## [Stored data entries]
..............................
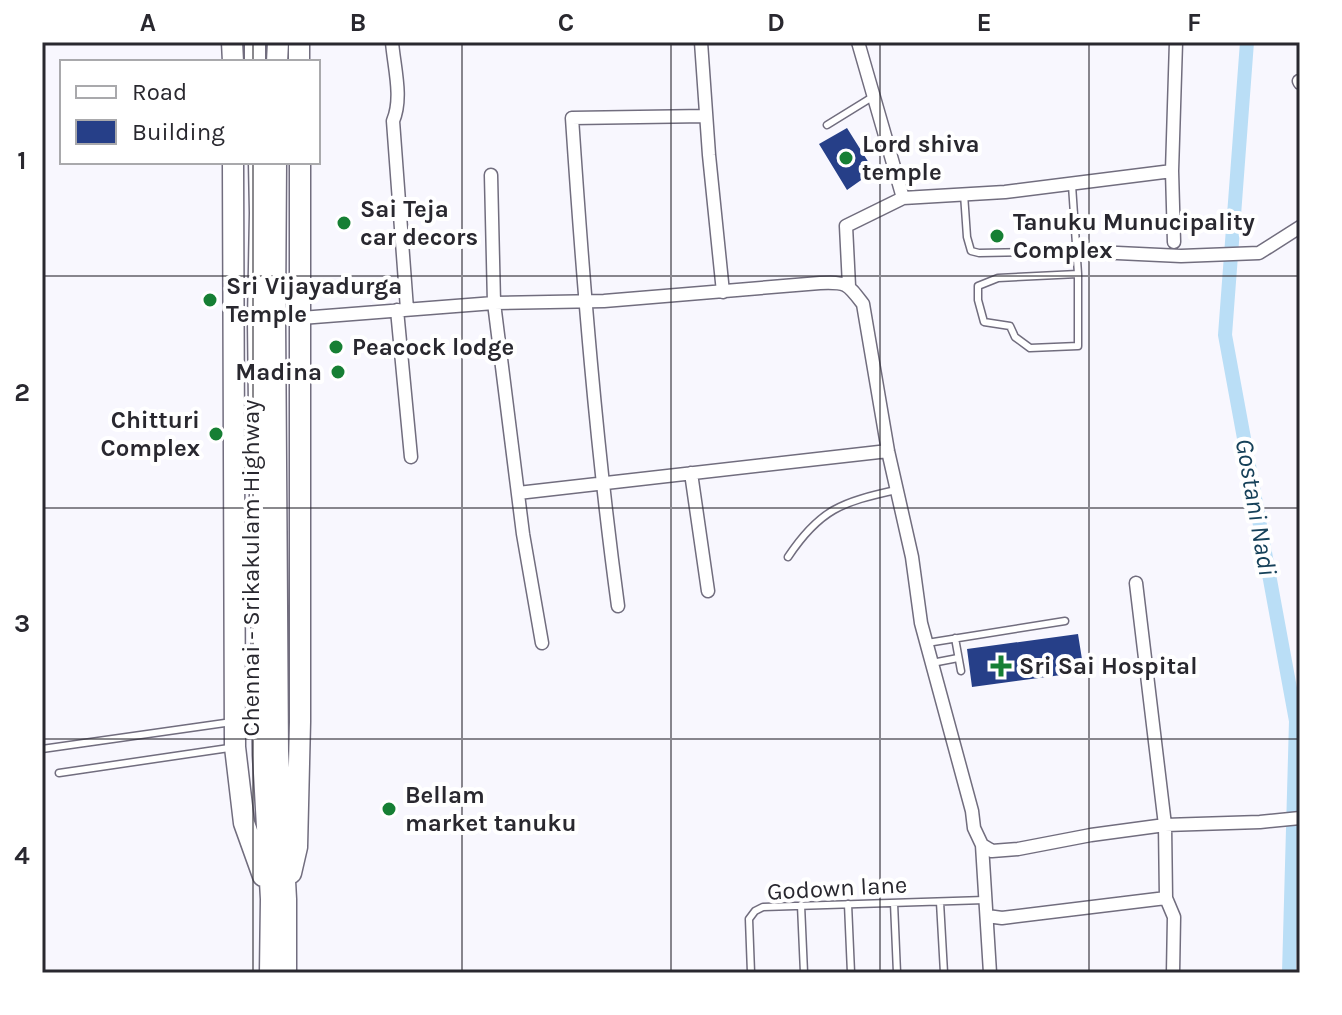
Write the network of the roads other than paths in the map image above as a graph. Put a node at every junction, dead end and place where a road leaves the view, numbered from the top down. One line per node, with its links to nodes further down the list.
1 (392, 42): 25 (street)
2 (701, 42): 6 (street)
3 (858, 42): 5 (street)
4 (1176, 42): 12 (street)
5 (874, 96): 7 (lane); 16 (street)
6 (706, 116): 22 (street); 23 (street)
7 (827, 125)
8 (233, 164): 44 (highway)
9 (259, 164): 52 (highway)
10 (276, 164): 52 (highway, Chennai - Srikakulam Highway)
11 (300, 164): 26 (highway)
12 (1172, 171): 14 (street); 18 (street)
13 (491, 175): 24 (street)
14 (1072, 184): 15 (street); 19 (lane)
15 (964, 194): 16 (street); 19 (lane)
16 (903, 198): 21 (street)
17 (1300, 227): 19 (street)
18 (1174, 242)
19 (1075, 251): 20 (lane)
20 (1078, 274): 20 (lane)
21 (849, 286): 22 (street); 27 (street)
22 (723, 292): 23 (street)
23 (584, 301): 24 (street); 30 (street)
24 (494, 303): 25 (street); 32 (street)
25 (402, 310): 26 (street); 28 (street)
26 (301, 318): 52 (highway)
27 (888, 451): 29 (street); 31 (street)
28 (411, 457)
29 (691, 473): 30 (street); 35 (street)
30 (602, 483): 32 (street); 36 (street)
31 (898, 490): 33 (lane); 40 (street)
32 (518, 493): 39 (street)
33 (788, 557)
34 (1136, 583): 49 (street)
35 (708, 591)
36 (618, 606)
37 (1065, 621): 38 (lane)
38 (955, 638): 40 (lane); 41 (lane)
39 (542, 643)
40 (927, 643): 42 (street)
41 (958, 658): 42 (lane); 43 (lane)
42 (932, 663): 50 (street)
43 (961, 671)
44 (235, 722): 45 (highway); 46 (lane)
45 (235, 747): 47 (lane); 52 (highway)
46 (42, 749)
47 (59, 773)
48 (1300, 818): 49 (street)
49 (1165, 825): 50 (street); 51 (street)
50 (982, 845): 53 (street)
51 (1166, 898): 58 (street); 67 (street)
52 (278, 899): 59 (highway); 60 (highway, Chennai - Srikakulam Highway)
53 (986, 900): 54 (lane, Godown lane); 58 (street)
54 (940, 902): 55 (lane, Godown lane); 65 (lane)
55 (894, 903): 56 (lane, Godown lane); 64 (lane)
56 (848, 904): 57 (lane, Godown lane); 63 (lane)
57 (801, 905): 61 (lane, Godown lane); 62 (lane)
58 (987, 916): 66 (street)
59 (270, 973)
60 (286, 973)
61 (751, 973)
62 (804, 973)
63 (851, 973)
64 (897, 973)
65 (944, 973)
66 (990, 973)
67 (1173, 973)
..............................
## [AIM OF THE TASK]
Restate the records in full and word for word, but keep the pictures out.

## [YOUR SOLUTION]
Write the network of the roads other than paths in the map image above as a graph. Put a node at every junction, dead end and place where a road leaves the view, numbered from the top down. One line per node, with its links to nodes further down the list.
1 (392, 42): 25 (street)
2 (701, 42): 6 (street)
3 (858, 42): 5 (street)
4 (1176, 42): 12 (street)
5 (874, 96): 7 (lane); 16 (street)
6 (706, 116): 22 (street); 23 (street)
7 (827, 125)
8 (233, 164): 44 (highway)
9 (259, 164): 52 (highway)
10 (276, 164): 52 (highway, Chennai - Srikakulam Highway)
11 (300, 164): 26 (highway)
12 (1172, 171): 14 (street); 18 (street)
13 (491, 175): 24 (street)
14 (1072, 184): 15 (street); 19 (lane)
15 (964, 194): 16 (street); 19 (lane)
16 (903, 198): 21 (street)
17 (1300, 227): 19 (street)
18 (1174, 242)
19 (1075, 251): 20 (lane)
20 (1078, 274): 20 (lane)
21 (849, 286): 22 (street); 27 (street)
22 (723, 292): 23 (street)
23 (584, 301): 24 (street); 30 (street)
24 (494, 303): 25 (street); 32 (street)
25 (402, 310): 26 (street); 28 (street)
26 (301, 318): 52 (highway)
27 (888, 451): 29 (street); 31 (street)
28 (411, 457)
29 (691, 473): 30 (street); 35 (street)
30 (602, 483): 32 (street); 36 (street)
31 (898, 490): 33 (lane); 40 (street)
32 (518, 493): 39 (street)
33 (788, 557)
34 (1136, 583): 49 (street)
35 (708, 591)
36 (618, 606)
37 (1065, 621): 38 (lane)
38 (955, 638): 40 (lane); 41 (lane)
39 (542, 643)
40 (927, 643): 42 (street)
41 (958, 658): 42 (lane); 43 (lane)
42 (932, 663): 50 (street)
43 (961, 671)
44 (235, 722): 45 (highway); 46 (lane)
45 (235, 747): 47 (lane); 52 (highway)
46 (42, 749)
47 (59, 773)
48 (1300, 818): 49 (street)
49 (1165, 825): 50 (street); 51 (street)
50 (982, 845): 53 (street)
51 (1166, 898): 58 (street); 67 (street)
52 (278, 899): 59 (highway); 60 (highway, Chennai - Srikakulam Highway)
53 (986, 900): 54 (lane, Godown lane); 58 (street)
54 (940, 902): 55 (lane, Godown lane); 65 (lane)
55 (894, 903): 56 (lane, Godown lane); 64 (lane)
56 (848, 904): 57 (lane, Godown lane); 63 (lane)
57 (801, 905): 61 (lane, Godown lane); 62 (lane)
58 (987, 916): 66 (street)
59 (270, 973)
60 (286, 973)
61 (751, 973)
62 (804, 973)
63 (851, 973)
64 (897, 973)
65 (944, 973)
66 (990, 973)
67 (1173, 973)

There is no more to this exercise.